Work instruction: Extract the full set of records, then give each one again exactly.

(Stored entries)

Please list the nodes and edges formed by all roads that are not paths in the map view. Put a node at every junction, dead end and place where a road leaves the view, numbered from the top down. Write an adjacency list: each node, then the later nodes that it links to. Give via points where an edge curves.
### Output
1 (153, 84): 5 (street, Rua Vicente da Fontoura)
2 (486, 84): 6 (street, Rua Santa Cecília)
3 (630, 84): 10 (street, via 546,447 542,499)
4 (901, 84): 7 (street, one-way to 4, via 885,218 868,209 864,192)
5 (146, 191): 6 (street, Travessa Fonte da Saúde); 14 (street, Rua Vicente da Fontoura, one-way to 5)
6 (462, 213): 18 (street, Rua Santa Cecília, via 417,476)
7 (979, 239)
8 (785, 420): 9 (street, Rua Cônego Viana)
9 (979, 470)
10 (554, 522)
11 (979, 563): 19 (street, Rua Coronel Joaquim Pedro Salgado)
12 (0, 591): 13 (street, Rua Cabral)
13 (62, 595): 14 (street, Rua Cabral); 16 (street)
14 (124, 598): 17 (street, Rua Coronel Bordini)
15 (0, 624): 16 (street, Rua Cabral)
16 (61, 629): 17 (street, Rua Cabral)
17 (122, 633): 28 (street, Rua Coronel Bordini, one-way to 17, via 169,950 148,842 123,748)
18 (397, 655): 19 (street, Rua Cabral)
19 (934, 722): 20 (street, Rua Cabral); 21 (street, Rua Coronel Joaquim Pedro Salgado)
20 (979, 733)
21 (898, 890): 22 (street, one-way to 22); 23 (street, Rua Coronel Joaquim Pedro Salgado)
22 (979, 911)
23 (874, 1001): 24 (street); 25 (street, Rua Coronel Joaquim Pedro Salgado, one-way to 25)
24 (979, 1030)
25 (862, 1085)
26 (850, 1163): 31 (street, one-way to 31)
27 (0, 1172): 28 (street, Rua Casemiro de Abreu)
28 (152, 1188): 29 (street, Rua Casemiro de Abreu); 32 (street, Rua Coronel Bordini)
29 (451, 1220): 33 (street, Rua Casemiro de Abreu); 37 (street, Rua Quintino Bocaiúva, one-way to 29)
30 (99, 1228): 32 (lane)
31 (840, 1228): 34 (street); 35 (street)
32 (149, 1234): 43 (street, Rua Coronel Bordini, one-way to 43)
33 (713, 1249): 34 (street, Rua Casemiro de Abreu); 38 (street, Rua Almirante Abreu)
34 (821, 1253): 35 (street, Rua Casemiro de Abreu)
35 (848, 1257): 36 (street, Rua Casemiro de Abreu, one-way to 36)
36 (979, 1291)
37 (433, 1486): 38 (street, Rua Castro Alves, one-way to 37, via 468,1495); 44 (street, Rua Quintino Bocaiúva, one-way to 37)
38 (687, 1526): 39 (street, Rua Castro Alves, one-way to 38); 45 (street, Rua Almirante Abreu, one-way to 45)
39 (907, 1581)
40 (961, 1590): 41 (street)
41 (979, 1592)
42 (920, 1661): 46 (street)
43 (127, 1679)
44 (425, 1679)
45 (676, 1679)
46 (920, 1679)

Answer below:
Please list the nodes and edges formed by all roads that are not paths in the map view. Put a node at every junction, dead end and place where a road leaves the view, numbered from the top down. Write an adjacency list: each node, then the later nodes that it links to. Give via points where an edge curves.
### Output
1 (153, 84): 5 (street, Rua Vicente da Fontoura)
2 (486, 84): 6 (street, Rua Santa Cecília)
3 (630, 84): 10 (street, via 546,447 542,499)
4 (901, 84): 7 (street, one-way to 4, via 885,218 868,209 864,192)
5 (146, 191): 6 (street, Travessa Fonte da Saúde); 14 (street, Rua Vicente da Fontoura, one-way to 5)
6 (462, 213): 18 (street, Rua Santa Cecília, via 417,476)
7 (979, 239)
8 (785, 420): 9 (street, Rua Cônego Viana)
9 (979, 470)
10 (554, 522)
11 (979, 563): 19 (street, Rua Coronel Joaquim Pedro Salgado)
12 (0, 591): 13 (street, Rua Cabral)
13 (62, 595): 14 (street, Rua Cabral); 16 (street)
14 (124, 598): 17 (street, Rua Coronel Bordini)
15 (0, 624): 16 (street, Rua Cabral)
16 (61, 629): 17 (street, Rua Cabral)
17 (122, 633): 28 (street, Rua Coronel Bordini, one-way to 17, via 169,950 148,842 123,748)
18 (397, 655): 19 (street, Rua Cabral)
19 (934, 722): 20 (street, Rua Cabral); 21 (street, Rua Coronel Joaquim Pedro Salgado)
20 (979, 733)
21 (898, 890): 22 (street, one-way to 22); 23 (street, Rua Coronel Joaquim Pedro Salgado)
22 (979, 911)
23 (874, 1001): 24 (street); 25 (street, Rua Coronel Joaquim Pedro Salgado, one-way to 25)
24 (979, 1030)
25 (862, 1085)
26 (850, 1163): 31 (street, one-way to 31)
27 (0, 1172): 28 (street, Rua Casemiro de Abreu)
28 (152, 1188): 29 (street, Rua Casemiro de Abreu); 32 (street, Rua Coronel Bordini)
29 (451, 1220): 33 (street, Rua Casemiro de Abreu); 37 (street, Rua Quintino Bocaiúva, one-way to 29)
30 (99, 1228): 32 (lane)
31 (840, 1228): 34 (street); 35 (street)
32 (149, 1234): 43 (street, Rua Coronel Bordini, one-way to 43)
33 (713, 1249): 34 (street, Rua Casemiro de Abreu); 38 (street, Rua Almirante Abreu)
34 (821, 1253): 35 (street, Rua Casemiro de Abreu)
35 (848, 1257): 36 (street, Rua Casemiro de Abreu, one-way to 36)
36 (979, 1291)
37 (433, 1486): 38 (street, Rua Castro Alves, one-way to 37, via 468,1495); 44 (street, Rua Quintino Bocaiúva, one-way to 37)
38 (687, 1526): 39 (street, Rua Castro Alves, one-way to 38); 45 (street, Rua Almirante Abreu, one-way to 45)
39 (907, 1581)
40 (961, 1590): 41 (street)
41 (979, 1592)
42 (920, 1661): 46 (street)
43 (127, 1679)
44 (425, 1679)
45 (676, 1679)
46 (920, 1679)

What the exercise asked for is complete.